La implementación de la nueva Ley de Delitos Económicos ha sido un desafío que ha ocupado intensamente a las compañías de nuestro país en el último año y de a poco se ha ido dibujando un panorama con datos y aprendizajes interesantes de observar.
De acuerdo a las más de 400 empresas que participaron en el estudio “Nueva Ley de Delitos Económicos: ¿Estamos preparados?”, realizado por KPMG y la Facultad de Derecho de la Universidad Adolfo Ibáñez, un 80% de las organizaciones declaró que sus Modelos de Prevención de Delitos (MPD) son esenciales en su estrategia de negocio, lo que significa que poco a poco se han ido ganando un espacio como elementos estructurales a nivel interno, más allá de ser una simple obligación legal.
Este alentador indicador demuestra que las firmas chilenas no solo están dispuestas a cumplir con la normativa, sino que también están adoptando estándares que contribuyen activamente a una cultura de integridad y transparencia.
El estudio también mostró una notable diferencia en el nivel de preparación de las industrias: sectores de Transportes, Energía y Recursos Naturales, Servicios Financieros y Retail lideran la implementación de la normativa, mientras que otros, como Infraestructura y Servicios Legales, aún se encuentran en las etapas iniciales del proceso. Esta disparidad demuestra la importancia de impulsar capacitaciones y políticas internas, algo que el 92% de las empresas ya está abordando mediante asesorías y nuevos protocolos.
La preocupación en torno a los delitos de corrupción -el más mencionado por las firmas- se distribuye de manera similar entre los sectores, destacándose el soborno y el cohecho como temas urgentes tanto en el sector público como en el privado. Además, los delitos ambientales emergen como una preocupación crítica, situándose en segundo lugar. En un contexto donde la sustentabilidad es cada vez más relevante para la competitividad, siendo desafíos que van más allá de la responsabilidad legal, se ponen a prueba la coherencia entre la actuación empresarial y los principios que éstas promueven.
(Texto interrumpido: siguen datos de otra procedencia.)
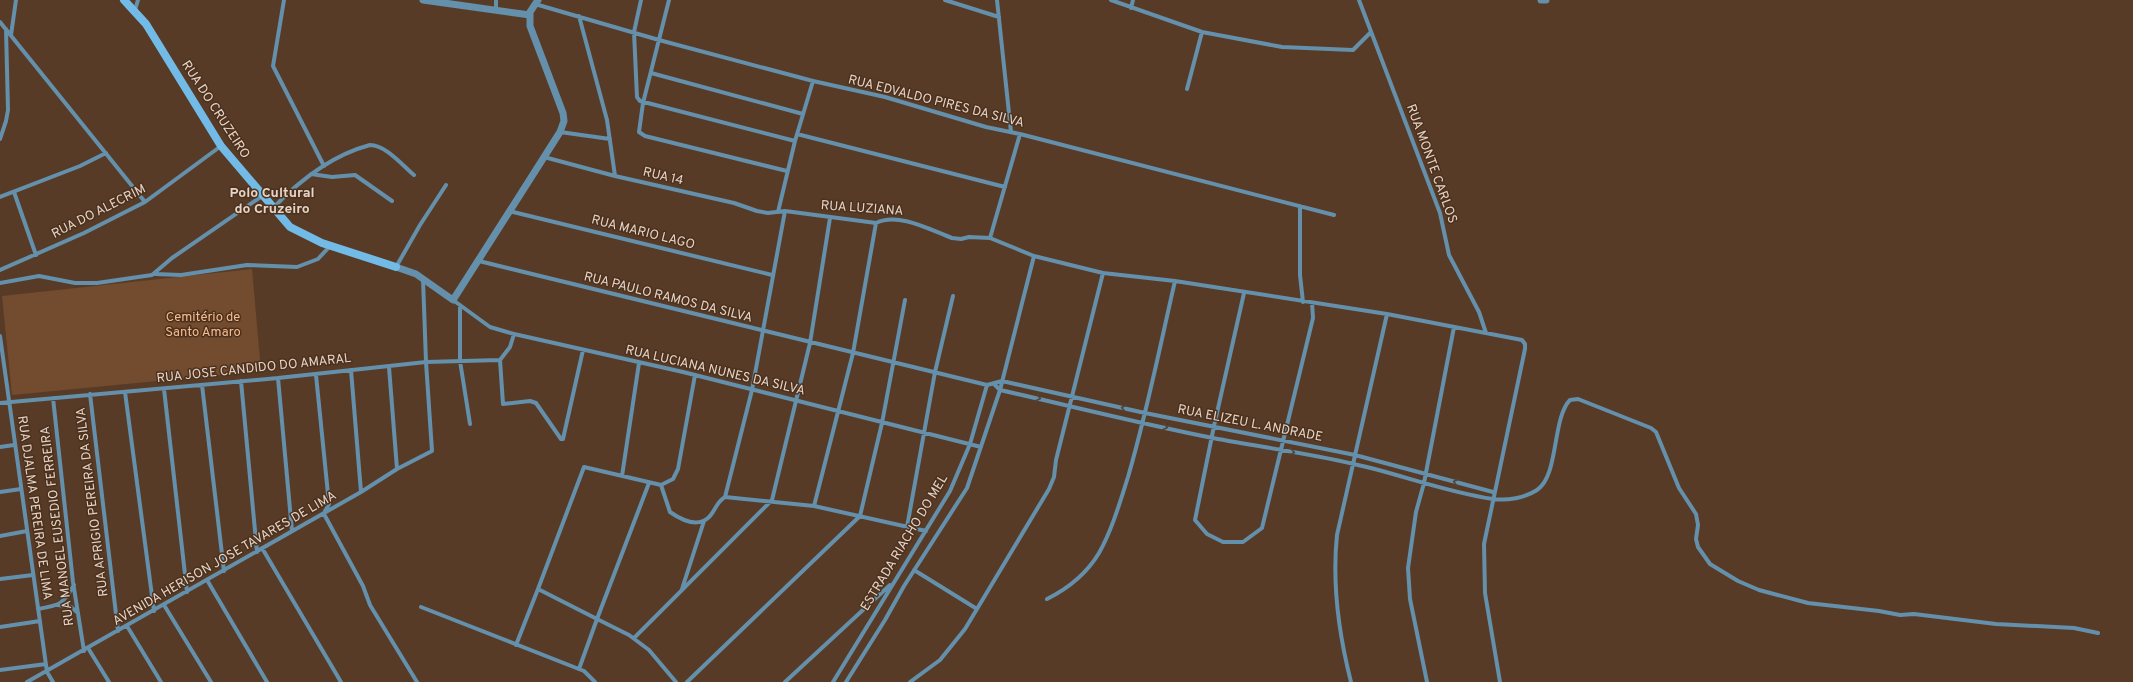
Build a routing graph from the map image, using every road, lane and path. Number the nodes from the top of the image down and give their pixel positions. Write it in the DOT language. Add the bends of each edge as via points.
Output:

Mirando al futuro, las compañías se encuentran en una etapa decisiva. A partir del próximo año, las organizaciones deberán evaluar sus modelos preventivos, corregir errores y fomentar un ciclo de mejora continua. Chile aún tiene un camino por recorrer para implementar un sistema regulatorio efectivo en esta área; sin embargo, las empresas están dando un paso firme en este proceso.
La norma, a pesar de su carácter punitivo, ha ofrecido una oportunidad invaluable para avanzar hacia organizaciones más transparentes, en la que los delitos económicos y ambientales son combatidos desde la raíz. La implementación de los Modelos de Prevención de Delitos (MPD), por el contrario de lo que muchos podrían creer, no restará competitividad a las organizaciones, sino que las harán más sólidas de cara a enfrentar estos y otros desafíos venideros.